[Stored data entries]

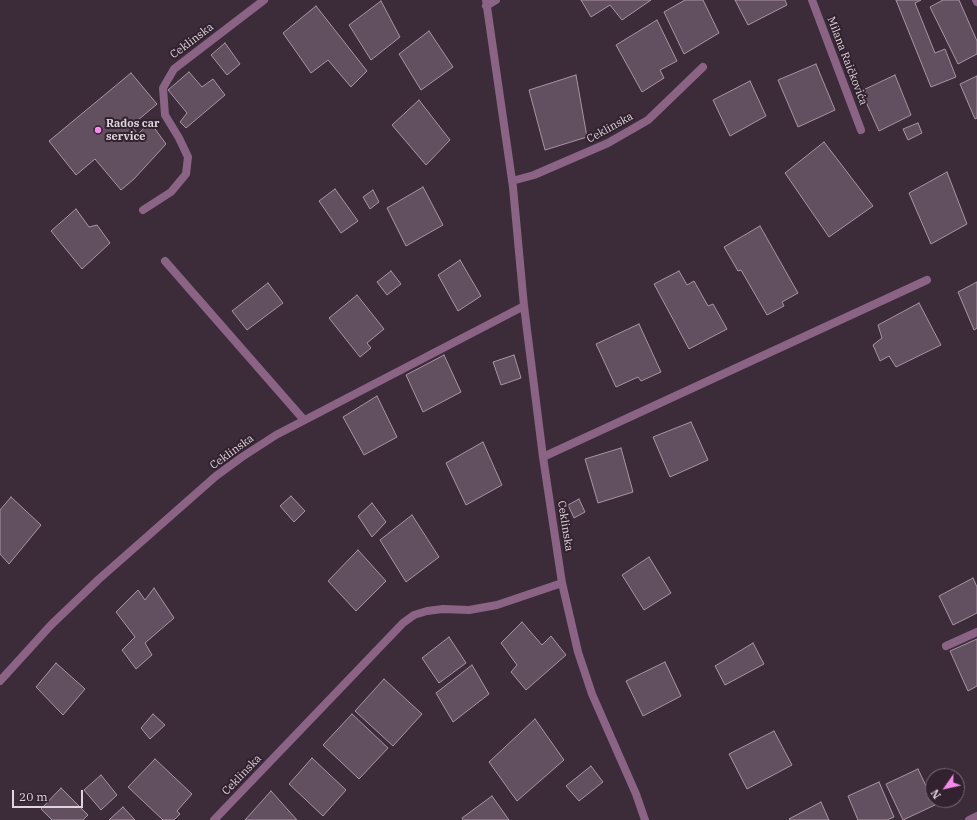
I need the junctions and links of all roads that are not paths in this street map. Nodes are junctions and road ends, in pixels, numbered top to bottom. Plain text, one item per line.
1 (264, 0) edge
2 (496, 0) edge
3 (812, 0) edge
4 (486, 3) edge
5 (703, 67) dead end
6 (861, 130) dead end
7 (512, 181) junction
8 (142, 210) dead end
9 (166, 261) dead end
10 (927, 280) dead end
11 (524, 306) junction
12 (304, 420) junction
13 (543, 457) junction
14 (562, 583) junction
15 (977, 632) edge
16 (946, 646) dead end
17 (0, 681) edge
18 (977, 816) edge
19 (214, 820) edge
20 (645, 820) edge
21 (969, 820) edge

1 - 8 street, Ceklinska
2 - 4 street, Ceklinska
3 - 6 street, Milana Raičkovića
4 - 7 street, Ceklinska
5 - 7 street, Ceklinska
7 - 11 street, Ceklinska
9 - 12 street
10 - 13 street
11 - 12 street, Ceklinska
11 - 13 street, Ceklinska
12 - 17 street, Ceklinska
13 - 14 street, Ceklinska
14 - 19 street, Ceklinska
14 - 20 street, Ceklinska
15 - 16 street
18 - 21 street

### [TASK ITEM]
Send back the data above verbatim, leaving out its pictures.

### [RESPONSE TO THIS EXERCISE]
I need the junctions and links of all roads that are not paths in this street map. Nodes are junctions and road ends, in pixels, numbered top to bottom. Plain text, one item per line.
1 (264, 0) edge
2 (496, 0) edge
3 (812, 0) edge
4 (486, 3) edge
5 (703, 67) dead end
6 (861, 130) dead end
7 (512, 181) junction
8 (142, 210) dead end
9 (166, 261) dead end
10 (927, 280) dead end
11 (524, 306) junction
12 (304, 420) junction
13 (543, 457) junction
14 (562, 583) junction
15 (977, 632) edge
16 (946, 646) dead end
17 (0, 681) edge
18 (977, 816) edge
19 (214, 820) edge
20 (645, 820) edge
21 (969, 820) edge

1 - 8 street, Ceklinska
2 - 4 street, Ceklinska
3 - 6 street, Milana Raičkovića
4 - 7 street, Ceklinska
5 - 7 street, Ceklinska
7 - 11 street, Ceklinska
9 - 12 street
10 - 13 street
11 - 12 street, Ceklinska
11 - 13 street, Ceklinska
12 - 17 street, Ceklinska
13 - 14 street, Ceklinska
14 - 19 street, Ceklinska
14 - 20 street, Ceklinska
15 - 16 street
18 - 21 street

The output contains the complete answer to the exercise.